▶ _Directions_
The required answer is the data below, restated word for word with images omitted.

(Stored items from a collection)
====================

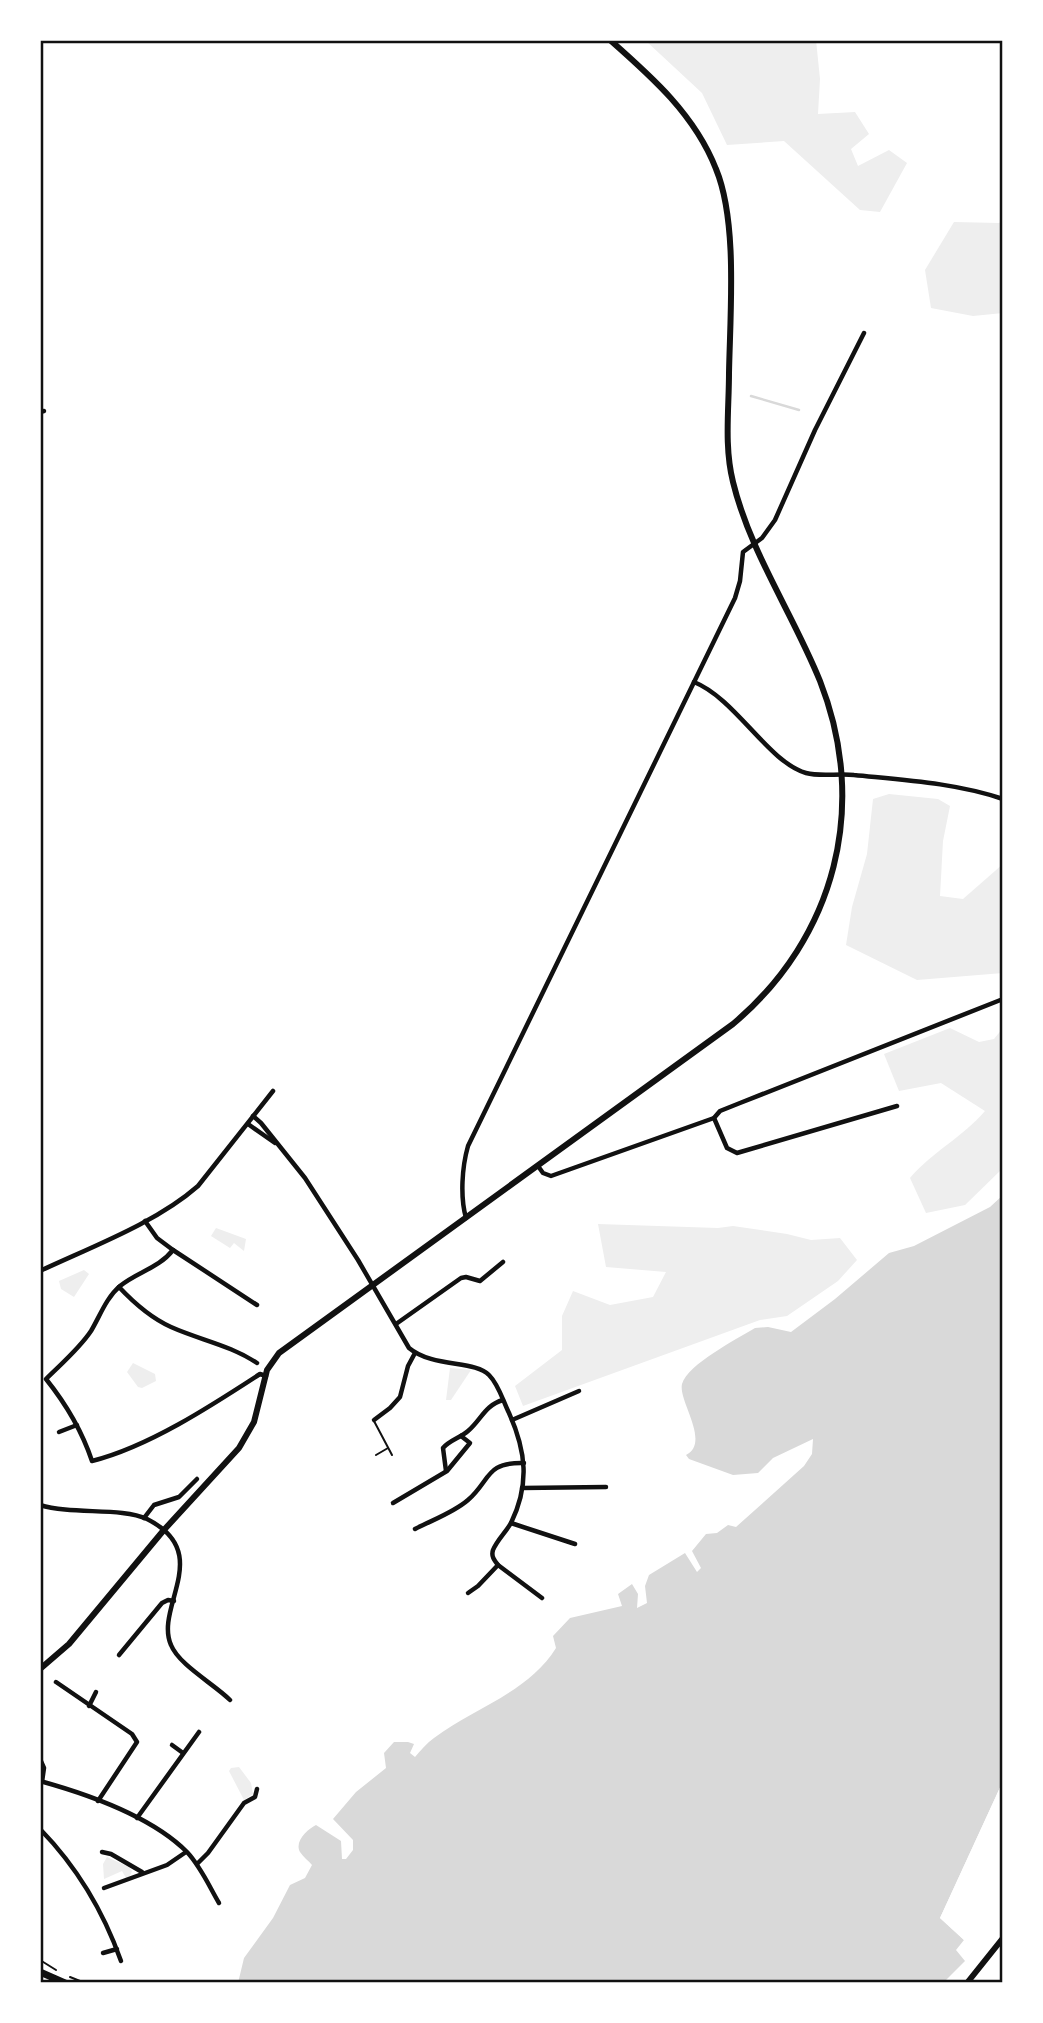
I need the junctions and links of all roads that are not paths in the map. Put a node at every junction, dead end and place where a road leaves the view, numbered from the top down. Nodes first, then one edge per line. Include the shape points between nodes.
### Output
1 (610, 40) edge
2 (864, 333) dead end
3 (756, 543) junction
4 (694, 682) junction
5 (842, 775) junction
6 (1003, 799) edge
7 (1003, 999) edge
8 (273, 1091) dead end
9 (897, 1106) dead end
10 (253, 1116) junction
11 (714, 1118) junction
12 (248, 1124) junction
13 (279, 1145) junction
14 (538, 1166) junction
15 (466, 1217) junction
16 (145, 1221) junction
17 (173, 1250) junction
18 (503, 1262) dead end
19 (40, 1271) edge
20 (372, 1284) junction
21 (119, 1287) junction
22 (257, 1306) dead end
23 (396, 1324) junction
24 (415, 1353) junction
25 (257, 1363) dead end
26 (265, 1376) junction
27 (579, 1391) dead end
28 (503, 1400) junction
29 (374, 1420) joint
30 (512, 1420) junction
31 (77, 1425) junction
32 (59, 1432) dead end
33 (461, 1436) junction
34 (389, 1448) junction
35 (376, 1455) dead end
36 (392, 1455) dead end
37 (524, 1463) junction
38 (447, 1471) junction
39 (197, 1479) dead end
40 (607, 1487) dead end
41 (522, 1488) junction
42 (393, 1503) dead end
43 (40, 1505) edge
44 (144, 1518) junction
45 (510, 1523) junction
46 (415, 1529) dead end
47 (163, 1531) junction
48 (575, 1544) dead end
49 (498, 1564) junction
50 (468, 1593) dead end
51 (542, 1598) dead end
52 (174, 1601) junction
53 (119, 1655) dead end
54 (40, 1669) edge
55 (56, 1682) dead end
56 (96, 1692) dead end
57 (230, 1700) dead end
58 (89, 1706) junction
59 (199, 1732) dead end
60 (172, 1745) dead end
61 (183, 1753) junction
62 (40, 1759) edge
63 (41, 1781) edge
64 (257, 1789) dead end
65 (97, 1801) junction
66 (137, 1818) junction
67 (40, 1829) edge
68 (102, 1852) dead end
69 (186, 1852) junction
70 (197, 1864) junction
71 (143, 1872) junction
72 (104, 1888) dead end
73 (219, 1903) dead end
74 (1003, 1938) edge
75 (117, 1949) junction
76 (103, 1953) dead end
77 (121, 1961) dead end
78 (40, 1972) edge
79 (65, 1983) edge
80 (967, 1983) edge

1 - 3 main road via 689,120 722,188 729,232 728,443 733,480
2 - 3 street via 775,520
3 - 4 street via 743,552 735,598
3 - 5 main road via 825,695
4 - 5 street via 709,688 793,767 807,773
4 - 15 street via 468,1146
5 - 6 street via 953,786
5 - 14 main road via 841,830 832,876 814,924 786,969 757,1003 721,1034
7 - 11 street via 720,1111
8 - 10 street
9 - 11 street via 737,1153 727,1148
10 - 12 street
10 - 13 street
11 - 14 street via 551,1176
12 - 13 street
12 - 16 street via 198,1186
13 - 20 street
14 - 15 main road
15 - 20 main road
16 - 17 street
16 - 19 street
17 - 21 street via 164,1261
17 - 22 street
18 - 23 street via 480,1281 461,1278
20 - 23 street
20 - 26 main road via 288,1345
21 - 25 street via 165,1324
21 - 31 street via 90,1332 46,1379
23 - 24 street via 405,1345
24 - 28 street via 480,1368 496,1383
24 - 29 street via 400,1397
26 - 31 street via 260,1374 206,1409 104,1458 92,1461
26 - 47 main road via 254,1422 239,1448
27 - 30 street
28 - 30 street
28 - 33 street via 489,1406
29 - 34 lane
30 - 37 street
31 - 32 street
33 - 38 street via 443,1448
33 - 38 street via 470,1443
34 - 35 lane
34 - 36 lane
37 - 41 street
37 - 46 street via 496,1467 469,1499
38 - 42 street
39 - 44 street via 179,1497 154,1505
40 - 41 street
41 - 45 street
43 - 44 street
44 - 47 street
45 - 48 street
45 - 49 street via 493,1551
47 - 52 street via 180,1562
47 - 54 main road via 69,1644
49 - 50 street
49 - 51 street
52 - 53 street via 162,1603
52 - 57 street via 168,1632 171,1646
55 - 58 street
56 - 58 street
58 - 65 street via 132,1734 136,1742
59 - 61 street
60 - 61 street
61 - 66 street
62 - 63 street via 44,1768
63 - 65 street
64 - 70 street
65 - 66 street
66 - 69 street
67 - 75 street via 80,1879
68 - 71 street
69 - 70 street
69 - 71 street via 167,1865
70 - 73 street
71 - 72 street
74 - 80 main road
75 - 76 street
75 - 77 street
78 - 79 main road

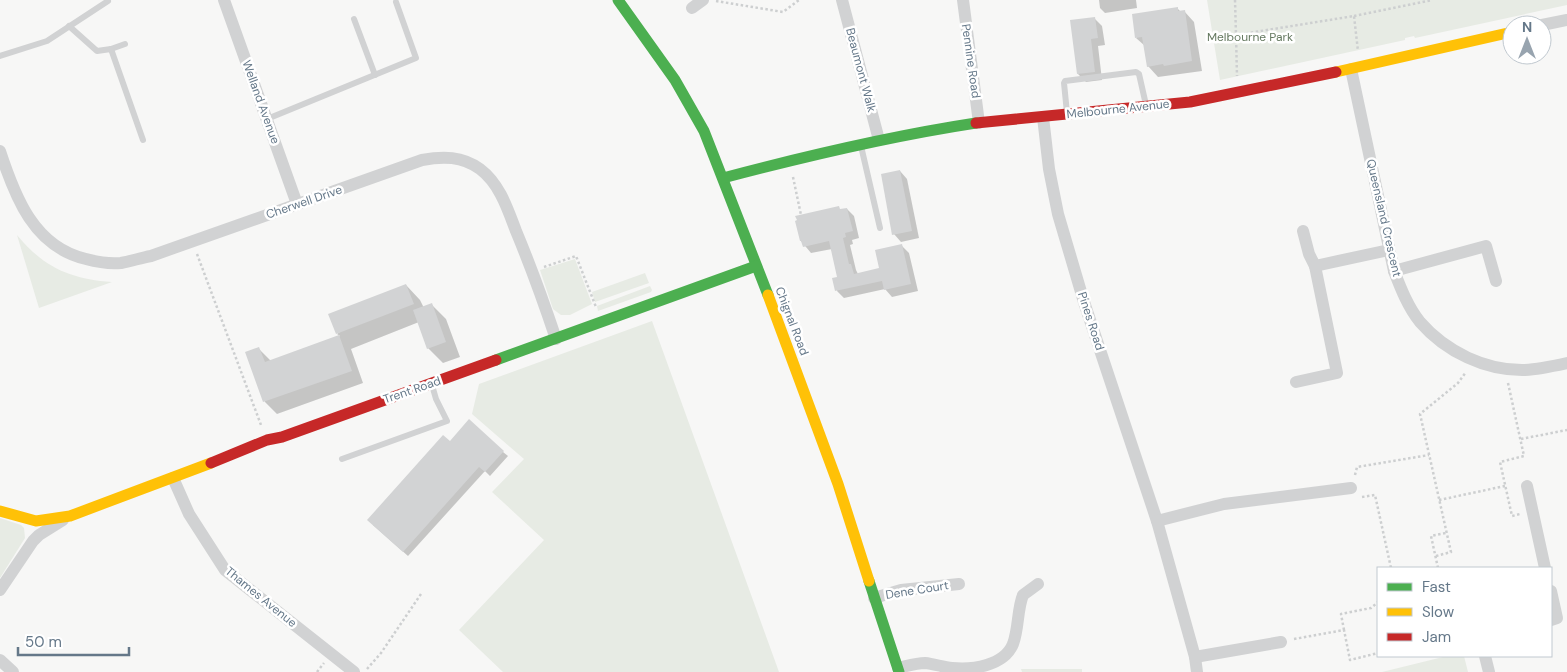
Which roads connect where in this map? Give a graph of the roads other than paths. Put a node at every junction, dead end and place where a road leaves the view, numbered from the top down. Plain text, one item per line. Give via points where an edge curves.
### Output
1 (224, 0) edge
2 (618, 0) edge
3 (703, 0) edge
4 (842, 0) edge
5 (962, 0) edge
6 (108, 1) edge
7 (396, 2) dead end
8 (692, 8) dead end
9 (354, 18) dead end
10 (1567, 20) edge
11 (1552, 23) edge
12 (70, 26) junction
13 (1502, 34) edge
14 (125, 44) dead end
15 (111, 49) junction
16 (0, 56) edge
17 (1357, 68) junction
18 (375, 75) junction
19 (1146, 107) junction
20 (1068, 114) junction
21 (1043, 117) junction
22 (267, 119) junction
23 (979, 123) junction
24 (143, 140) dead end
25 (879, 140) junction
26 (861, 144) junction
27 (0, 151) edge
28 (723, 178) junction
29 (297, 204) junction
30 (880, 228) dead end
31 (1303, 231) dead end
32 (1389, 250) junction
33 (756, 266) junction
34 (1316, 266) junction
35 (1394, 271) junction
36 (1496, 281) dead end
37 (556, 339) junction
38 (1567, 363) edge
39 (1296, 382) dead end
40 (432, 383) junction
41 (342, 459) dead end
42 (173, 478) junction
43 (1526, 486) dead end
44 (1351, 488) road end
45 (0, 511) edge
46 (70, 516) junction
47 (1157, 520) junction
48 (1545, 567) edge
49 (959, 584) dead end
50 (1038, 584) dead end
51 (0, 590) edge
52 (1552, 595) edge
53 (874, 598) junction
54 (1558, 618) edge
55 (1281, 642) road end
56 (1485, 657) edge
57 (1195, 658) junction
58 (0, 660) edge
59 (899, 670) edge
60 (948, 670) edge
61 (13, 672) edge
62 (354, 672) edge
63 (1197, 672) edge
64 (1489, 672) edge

====================

▶ _Solution to the exercise_
I need the junctions and links of all roads that are not paths in the map. Put a node at every junction, dead end and place where a road leaves the view, numbered from the top down. Nodes first, then one edge per line. Include the shape points between nodes.
### Output
1 (610, 40) edge
2 (864, 333) dead end
3 (756, 543) junction
4 (694, 682) junction
5 (842, 775) junction
6 (1003, 799) edge
7 (1003, 999) edge
8 (273, 1091) dead end
9 (897, 1106) dead end
10 (253, 1116) junction
11 (714, 1118) junction
12 (248, 1124) junction
13 (279, 1145) junction
14 (538, 1166) junction
15 (466, 1217) junction
16 (145, 1221) junction
17 (173, 1250) junction
18 (503, 1262) dead end
19 (40, 1271) edge
20 (372, 1284) junction
21 (119, 1287) junction
22 (257, 1306) dead end
23 (396, 1324) junction
24 (415, 1353) junction
25 (257, 1363) dead end
26 (265, 1376) junction
27 (579, 1391) dead end
28 (503, 1400) junction
29 (374, 1420) joint
30 (512, 1420) junction
31 (77, 1425) junction
32 (59, 1432) dead end
33 (461, 1436) junction
34 (389, 1448) junction
35 (376, 1455) dead end
36 (392, 1455) dead end
37 (524, 1463) junction
38 (447, 1471) junction
39 (197, 1479) dead end
40 (607, 1487) dead end
41 (522, 1488) junction
42 (393, 1503) dead end
43 (40, 1505) edge
44 (144, 1518) junction
45 (510, 1523) junction
46 (415, 1529) dead end
47 (163, 1531) junction
48 (575, 1544) dead end
49 (498, 1564) junction
50 (468, 1593) dead end
51 (542, 1598) dead end
52 (174, 1601) junction
53 (119, 1655) dead end
54 (40, 1669) edge
55 (56, 1682) dead end
56 (96, 1692) dead end
57 (230, 1700) dead end
58 (89, 1706) junction
59 (199, 1732) dead end
60 (172, 1745) dead end
61 (183, 1753) junction
62 (40, 1759) edge
63 (41, 1781) edge
64 (257, 1789) dead end
65 (97, 1801) junction
66 (137, 1818) junction
67 (40, 1829) edge
68 (102, 1852) dead end
69 (186, 1852) junction
70 (197, 1864) junction
71 (143, 1872) junction
72 (104, 1888) dead end
73 (219, 1903) dead end
74 (1003, 1938) edge
75 (117, 1949) junction
76 (103, 1953) dead end
77 (121, 1961) dead end
78 (40, 1972) edge
79 (65, 1983) edge
80 (967, 1983) edge

1 - 3 main road via 689,120 722,188 729,232 728,443 733,480
2 - 3 street via 775,520
3 - 4 street via 743,552 735,598
3 - 5 main road via 825,695
4 - 5 street via 709,688 793,767 807,773
4 - 15 street via 468,1146
5 - 6 street via 953,786
5 - 14 main road via 841,830 832,876 814,924 786,969 757,1003 721,1034
7 - 11 street via 720,1111
8 - 10 street
9 - 11 street via 737,1153 727,1148
10 - 12 street
10 - 13 street
11 - 14 street via 551,1176
12 - 13 street
12 - 16 street via 198,1186
13 - 20 street
14 - 15 main road
15 - 20 main road
16 - 17 street
16 - 19 street
17 - 21 street via 164,1261
17 - 22 street
18 - 23 street via 480,1281 461,1278
20 - 23 street
20 - 26 main road via 288,1345
21 - 25 street via 165,1324
21 - 31 street via 90,1332 46,1379
23 - 24 street via 405,1345
24 - 28 street via 480,1368 496,1383
24 - 29 street via 400,1397
26 - 31 street via 260,1374 206,1409 104,1458 92,1461
26 - 47 main road via 254,1422 239,1448
27 - 30 street
28 - 30 street
28 - 33 street via 489,1406
29 - 34 lane
30 - 37 street
31 - 32 street
33 - 38 street via 443,1448
33 - 38 street via 470,1443
34 - 35 lane
34 - 36 lane
37 - 41 street
37 - 46 street via 496,1467 469,1499
38 - 42 street
39 - 44 street via 179,1497 154,1505
40 - 41 street
41 - 45 street
43 - 44 street
44 - 47 street
45 - 48 street
45 - 49 street via 493,1551
47 - 52 street via 180,1562
47 - 54 main road via 69,1644
49 - 50 street
49 - 51 street
52 - 53 street via 162,1603
52 - 57 street via 168,1632 171,1646
55 - 58 street
56 - 58 street
58 - 65 street via 132,1734 136,1742
59 - 61 street
60 - 61 street
61 - 66 street
62 - 63 street via 44,1768
63 - 65 street
64 - 70 street
65 - 66 street
66 - 69 street
67 - 75 street via 80,1879
68 - 71 street
69 - 70 street
69 - 71 street via 167,1865
70 - 73 street
71 - 72 street
74 - 80 main road
75 - 76 street
75 - 77 street
78 - 79 main road

Which roads connect where in this map? Give a graph of the roads other than paths. Put a node at every junction, dead end and place where a road leaves the view, numbered from the top down. Plain text, one item per line. Give via points where an edge curves.
### Output
1 (224, 0) edge
2 (618, 0) edge
3 (703, 0) edge
4 (842, 0) edge
5 (962, 0) edge
6 (108, 1) edge
7 (396, 2) dead end
8 (692, 8) dead end
9 (354, 18) dead end
10 (1567, 20) edge
11 (1552, 23) edge
12 (70, 26) junction
13 (1502, 34) edge
14 (125, 44) dead end
15 (111, 49) junction
16 (0, 56) edge
17 (1357, 68) junction
18 (375, 75) junction
19 (1146, 107) junction
20 (1068, 114) junction
21 (1043, 117) junction
22 (267, 119) junction
23 (979, 123) junction
24 (143, 140) dead end
25 (879, 140) junction
26 (861, 144) junction
27 (0, 151) edge
28 (723, 178) junction
29 (297, 204) junction
30 (880, 228) dead end
31 (1303, 231) dead end
32 (1389, 250) junction
33 (756, 266) junction
34 (1316, 266) junction
35 (1394, 271) junction
36 (1496, 281) dead end
37 (556, 339) junction
38 (1567, 363) edge
39 (1296, 382) dead end
40 (432, 383) junction
41 (342, 459) dead end
42 (173, 478) junction
43 (1526, 486) dead end
44 (1351, 488) road end
45 (0, 511) edge
46 (70, 516) junction
47 (1157, 520) junction
48 (1545, 567) edge
49 (959, 584) dead end
50 (1038, 584) dead end
51 (0, 590) edge
52 (1552, 595) edge
53 (874, 598) junction
54 (1558, 618) edge
55 (1281, 642) road end
56 (1485, 657) edge
57 (1195, 658) junction
58 (0, 660) edge
59 (899, 670) edge
60 (948, 670) edge
61 (13, 672) edge
62 (354, 672) edge
63 (1197, 672) edge
64 (1489, 672) edge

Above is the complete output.